SCIENTIFIC CERTAINTIES ABOUT COYOTES, urban and otherwise, are few and far between. Coyotes are famously difficult to trap. Too smart to be tricked into box traps and fast-learning enough to step around all but the most cannily set leg-hold traps and snares, they have eluded wildlife biologists for decades. But as coyotes establish themselves in cities and suburbs, they are drawing renewed attention from a younger generation of scientists armed with new tools, such as DNA analysis, GPS tracking and radio telemetry. New and confounding facts about coyote behavior are emerging, and they highlight the vital ecological function that coyotes serve.

At Quantico Marine Corps Base, an hour south of Washington, one such study is well underway. Like many military bases around the country, Quantico functions as a de facto wildlife preserve. Its 60,205 acres are managed by an ecologist, and the land is home to several rare and endangered species of plants and birds. The base is more than 70 percent forested, but it also has miles of open field. These so-called edge habitats, where field and forest meet, are ideal terrain for coyotes. The past 200 years of land use in the eastern United States -- clear-cutting of forests for farming, followed by gradual reforestation -- has created plenty of it.

Five years ago, a wildlife biology graduate student at George Mason University named Kristi Robinson heard that deer hunters who use the base during hunting season were reporting the presence of coyotes for the first time. The hunters saw the coyotes as potential competition -- a threat to the base's large deer herd. Coyotes are considered nuisance animals in Virginia, as they are in most states, and can be shot at will by a property owner. What did the base intend to do about the coyotes, the hunters wanted to know.

Robinson suspected, based on the limited scientific data available about coyote diet, that the only adult deer coyotes ate were roadkill. She decided to find out for sure. She began traveling the base's 460 miles of paths and streams (on foot, mountain bike and kayak) collecting coyote scat, part of a five-year study that would eventually become her master's thesis.

She discovered that, for much of the year, coyotes at Quantico eat a diet that is more than 50 percent non-game, including berries, fruit and copious amounts of grasshoppers. The balance of the diet consists of mice, voles and other small rodents. Analysis of scat shows that deer meat accounts for less than 7 percent of the diet and tends to show up in the coyote droppings in the fall, coinciding with hunting season.

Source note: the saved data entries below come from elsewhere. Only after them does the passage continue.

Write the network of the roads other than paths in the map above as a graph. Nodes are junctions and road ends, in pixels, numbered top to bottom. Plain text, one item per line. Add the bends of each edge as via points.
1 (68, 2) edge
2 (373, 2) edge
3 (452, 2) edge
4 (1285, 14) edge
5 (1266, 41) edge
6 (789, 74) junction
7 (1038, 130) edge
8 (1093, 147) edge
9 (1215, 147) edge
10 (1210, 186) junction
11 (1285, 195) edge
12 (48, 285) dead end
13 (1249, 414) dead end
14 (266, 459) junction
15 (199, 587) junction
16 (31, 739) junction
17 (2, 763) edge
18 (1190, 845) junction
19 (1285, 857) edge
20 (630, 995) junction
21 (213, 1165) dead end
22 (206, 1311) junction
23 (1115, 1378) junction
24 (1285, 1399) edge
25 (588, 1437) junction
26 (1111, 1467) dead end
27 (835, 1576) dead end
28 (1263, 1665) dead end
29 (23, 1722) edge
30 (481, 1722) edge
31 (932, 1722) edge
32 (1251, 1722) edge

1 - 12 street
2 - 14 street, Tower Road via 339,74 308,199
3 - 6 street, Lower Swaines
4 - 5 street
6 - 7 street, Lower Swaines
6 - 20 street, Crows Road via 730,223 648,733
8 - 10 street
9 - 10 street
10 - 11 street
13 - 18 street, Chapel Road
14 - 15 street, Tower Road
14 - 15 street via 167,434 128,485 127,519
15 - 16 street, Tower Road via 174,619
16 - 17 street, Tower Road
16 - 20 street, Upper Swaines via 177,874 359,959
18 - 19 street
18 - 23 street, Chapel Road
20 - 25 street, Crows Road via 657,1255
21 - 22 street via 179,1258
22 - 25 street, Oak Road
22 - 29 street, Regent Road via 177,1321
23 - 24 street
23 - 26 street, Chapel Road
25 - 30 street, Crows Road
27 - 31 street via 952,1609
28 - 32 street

Coyotes do take spring fawns, however, which, once coyotes are established here, could help stabilize the size of the local deer population, which in the absence of predators, is now wildly out of balance. But mainly, Robinson said, her study shows that coyotes favor much smaller fare. "There's such a huge abundance of small mammals available here year-round," Robinson said. "There'd be no reason for a coyote, which is 35 to 40 pounds, to hunt a 100-pound animal twice its size with real sharp hooves."